Amedee Van Gasse amedee at amedee.be
Wed Oct 18 00:24:44 CEST 2006


Op dinsdag 17-10-2006 om 16:12 uur [tijdzone -0600], schreef Quinn:
> > Sounds like something a "disociated press" or other random text
> > generator created. Perhaps you know about the monkeys with a
> > typewriter? If you let a thousand monkeys press random keys on
> > a typewriter, eventually one of them will by accident write a
> > few lines from a Shakespeare sonnet.

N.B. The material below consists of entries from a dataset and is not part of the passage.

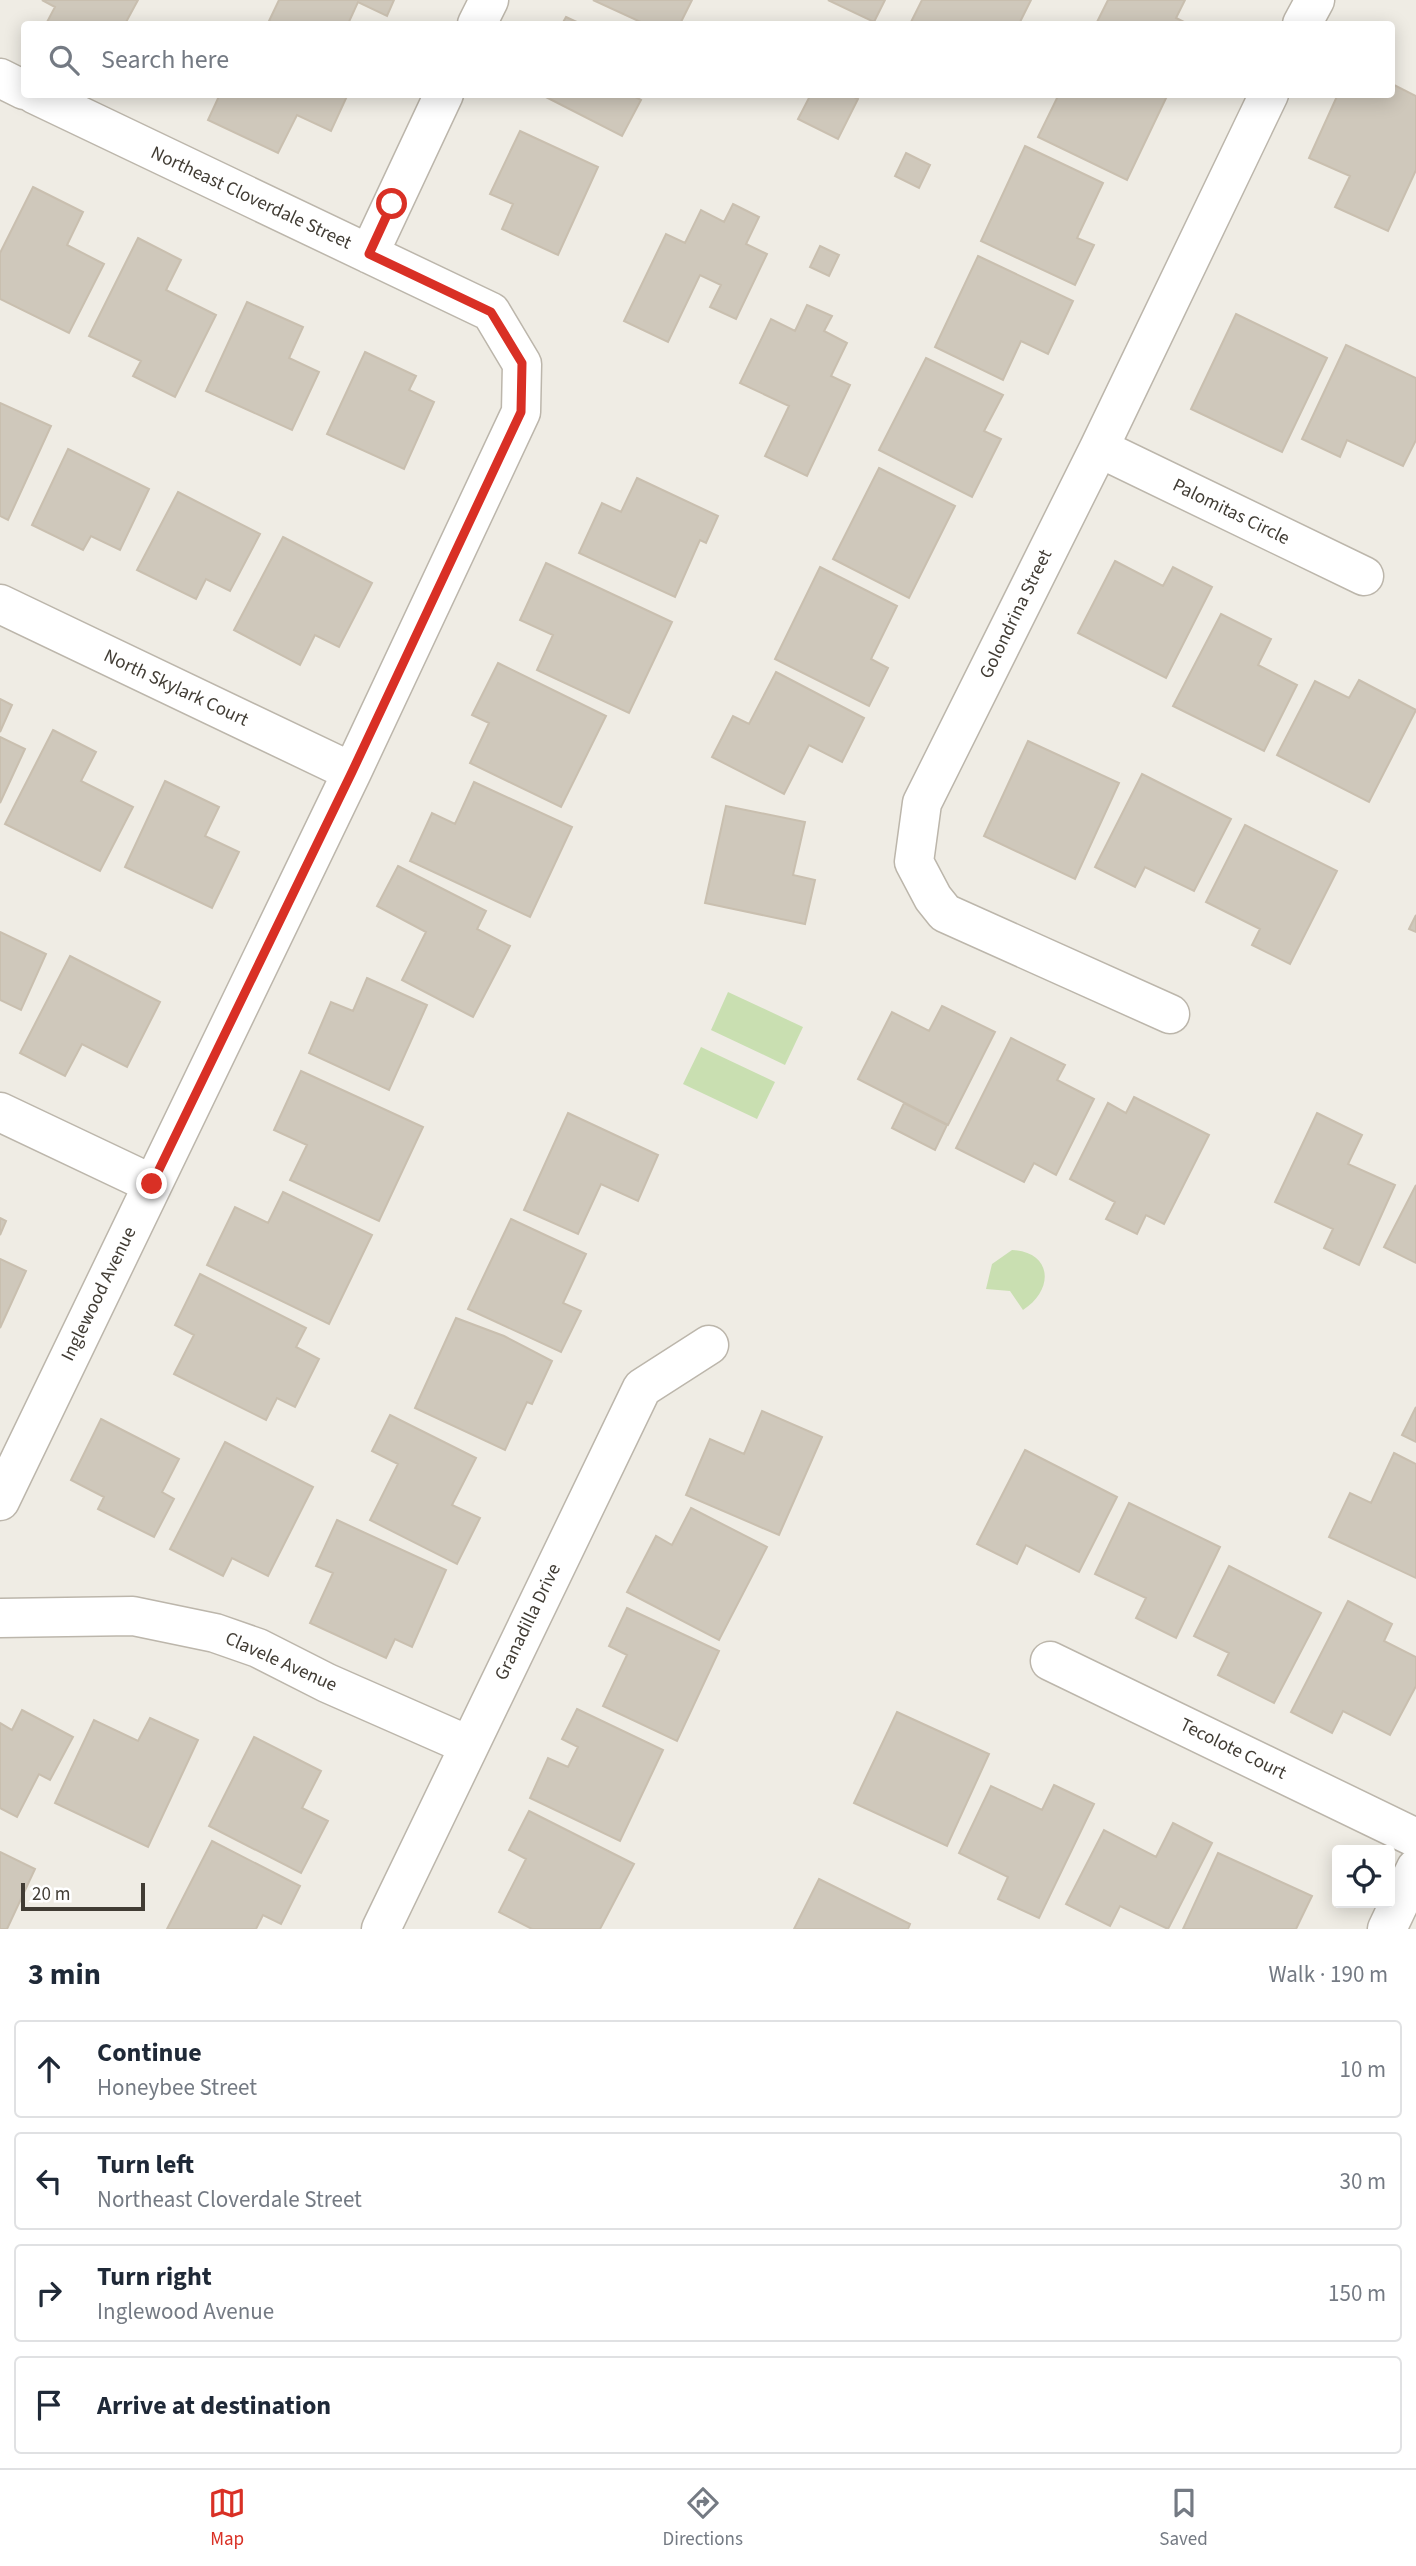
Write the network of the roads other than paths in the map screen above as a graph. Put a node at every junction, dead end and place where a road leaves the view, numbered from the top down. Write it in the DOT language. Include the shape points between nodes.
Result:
graph roads {
  1 [pos="489,0"];
  2 [pos="1315,0"];
  3 [pos="478,21"];
  4 [pos="1304,21"];
  5 [pos="0,78"];
  6 [pos="21,88"];
  7 [pos="42,98"];
  8 [pos="442,98"];
  9 [pos="1267,98"];
  10 [pos="369,254"];
  11 [pos="522,363"];
  12 [pos="1099,448"];
  13 [pos="1364,576"];
  14 [pos="0,604"];
  15 [pos="352,772"];
  16 [pos="1170,1014"];
  17 [pos="0,1112"];
  18 [pos="152,1184"];
  19 [pos="709,1345"];
  20 [pos="0,1501"];
  21 [pos="0,1618"];
  22 [pos="1049,1661"];
  23 [pos="468,1745"];
  24 [pos="1416,1838"];
  25 [pos="1416,1868"];
  26 [pos="380,1929"];
  27 [pos="1387,1929"];
  1 -- 3 [label="street"];
  2 -- 4 [label="street"];
  5 -- 6 [label="street"];
  7 -- 10 [label="street, Northeast Cloverdale Street"];
  8 -- 10 [label="street"];
  9 -- 12 [label="street, Golondrina Street"];
  10 -- 11 [label="street, Northeast Cloverdale Street" via="491,312"];
  11 -- 15 [label="street, Inglewood Avenue" via="521,412"];
  12 -- 13 [label="street, Palomitas Circle"];
  12 -- 16 [label="street, Golondrina Street" via="922,803 914,862 945,913"];
  14 -- 15 [label="street, North Skylark Court"];
  15 -- 18 [label="street, Inglewood Avenue"];
  17 -- 18 [label="street"];
  18 -- 20 [label="street, Inglewood Avenue"];
  19 -- 23 [label="street, Granadilla Drive" via="642,1388"];
  21 -- 23 [label="street, Clavele Avenue" via="133,1616 215,1633 258,1648"];
  22 -- 24 [label="street, Tecolote Court"];
  23 -- 26 [label="street, Granadilla Drive"];
  25 -- 27 [label="street"];
}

These random text
> > generators work in a similar way.
> 
> Interesting.  I hadn't realized that was being used to actually do anything;
> that's kind of cool.  Not sure if these are coming from that sort of thing,
> though.  There are references to specific websites and publications
> scattered around self-referentially.  I really think they're somehow farming
> real source and taking strings of variable length and just stringing them
> together.  It's a pretty good way to produce coherent-ish body text that
> doesn't read as gibberish from an electronic standpoint.
> 
> So, does this sort of thing defeat SpamBayes?  They're making it through the
> filter with great regularity, and have been for quite a while, so the
> algorithms haven't figured it out in several hundred messages.  Is there
> _any_ way to deal with it, in SB or any other filter other than sender
> black- or white lists?  

I suppose there must be some way, because I don't get them.
Your message with the example scored as unsure:

X-Spambayes-Classification: unsure; 0.79

If it didn't include the typical spambayes mailing list headers, I'm
sure it would have gotten an even higher spam score.